А ведь мы еще даже не добрались до Мексиканской революции 1910 года, после которой кровь полилась уже бурным потоком. За несколько лет жертвами жестокой гражданской бойни стали 900 тысяч человек (из 15 миллионов населения Мексики). После принятия Конституции 1917 года страну возглавил Венустиано Карранца, которого застрелили в 1920 году после серии поначалу неудачных попыток убийства. Следующий президент Альваро Обрегон убит в 1928 году. Два его ближайших сподвижника генерал Арнульфо Гомес и генерал Франсиско Серрано были убиты сразу же, как только перешли в оппозицию к Обрегону. И так далее до бесконечности.

Однако нет худа без добра: результатом многовековой кровавой карусели стала в конце концов выработка мексиканской государственностью уникального кодекса, который позволил хотя бы первым лицам страны доживать до преклонного возраста. Власть в Мексике стала коллегиальной! Не подумайте только, что Соединенные Мексиканские Штаты (официальное название страны) деградировали до прямого плебисцита или вариации на тему народного вече. Все внешние атрибуты образцовой демократии американского типа (почти полностью заимствованной из законодательства США) остаются неприкосновенными: в стране есть 31 формально независимый штат, один федеральный округ (а-ля Вашингтон), Национальный конгресс и Сенат, выборный президент и назначаемый им с одобрения Сената кабинет министров, многопартийная система, отмеченная ярко выраженным доминированием Революционной институциональной партии (PRI, Partido Revolucionario Institucional), находившейся формально у власти 71 год, и ее основного соперника — Партии национального действия (PAN, Partido Acción Nacional).

Коллегиальность мексиканской власти, о которой идет речь, не подразумевает, тем не менее, договорного управления внутри политической элиты, а уходит в самую глубь мексиканского общества. В народную гущу, так сказать. После нескончаемых бунтов, восстаний и революций в народе прочно укрепилась ересь местного управления, которая с учетом основного источника теневого экономического могущества — нелегальной торговли с США оружием и наркотиками — отлилась в форму регионального самоуправления в лице наркокартелей.
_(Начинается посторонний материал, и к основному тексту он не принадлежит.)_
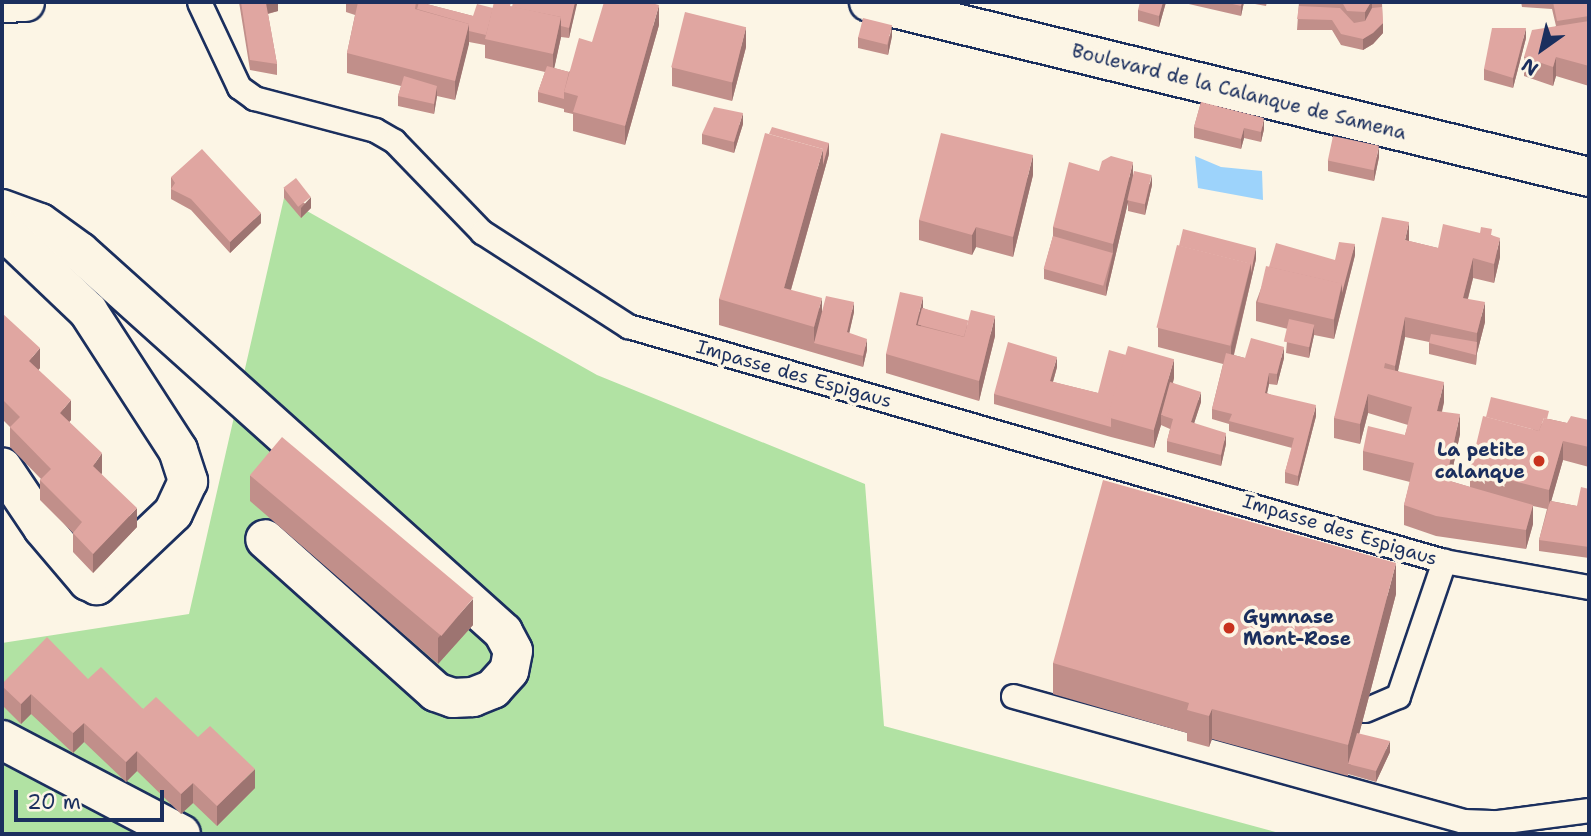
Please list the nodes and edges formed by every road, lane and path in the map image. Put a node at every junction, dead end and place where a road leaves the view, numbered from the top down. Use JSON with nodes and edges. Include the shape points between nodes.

Таким образом, имя второй составляющей властной коллегии Мексики — это бандиты. Здесь сразу же нужно сделать семантическую оговорку. Наркокартели, бандиты, ОПГ, организованная преступность — это все термины из совершенно чуждого и совершенно непонятного для простых мексиканцев лексикона. Бандит, тот самый, что, например, для любого жителя США ассоциируется с термином public enemy (враг общества), в Мексике выступает одновременно: народным защитником, представителем реальной власти на низовых региональных уровнях, Робином Гудом, провод­ником местных интересов в федеральном центре, главным работодателем, столпом справедливости и алькальдом (мировым судьей).

В русском языке вся эта совокупность регалий хорошо передается фразой «отец родной». Таким отцом родным и выступает в Мексике браток. Власть братков в этой стране сегодня не просто высока — она беспрецедентна. Объясняется это просто: криминалитет, будучи сам плотью от плоти народной, не только пользуется колоссальной популярностью в массах, но и обладает сказочным богатством. 40 миллиардов долларов — таков, по самым скромным подсчетам, ежегодный оборот нелегальной торговли с США. Заработанного картелям хватает за глаза не только для подкупа любой власти на любом уровне, но и для ведения полномасштабных боевых действий с регулярной армией, если таковые понадобятся. Нужны танки — купят танки. Нужны ракеты — купят ракеты. Государство прекрасно понимает реальный расклад сил и потому всеми силами пытается договариваться во всех ситуациях, ищет компромисс. Результатом этого компромисса и становятся затяжные периоды относительно мирного статуса-кво, которые время от времени воцаряются в Мексике.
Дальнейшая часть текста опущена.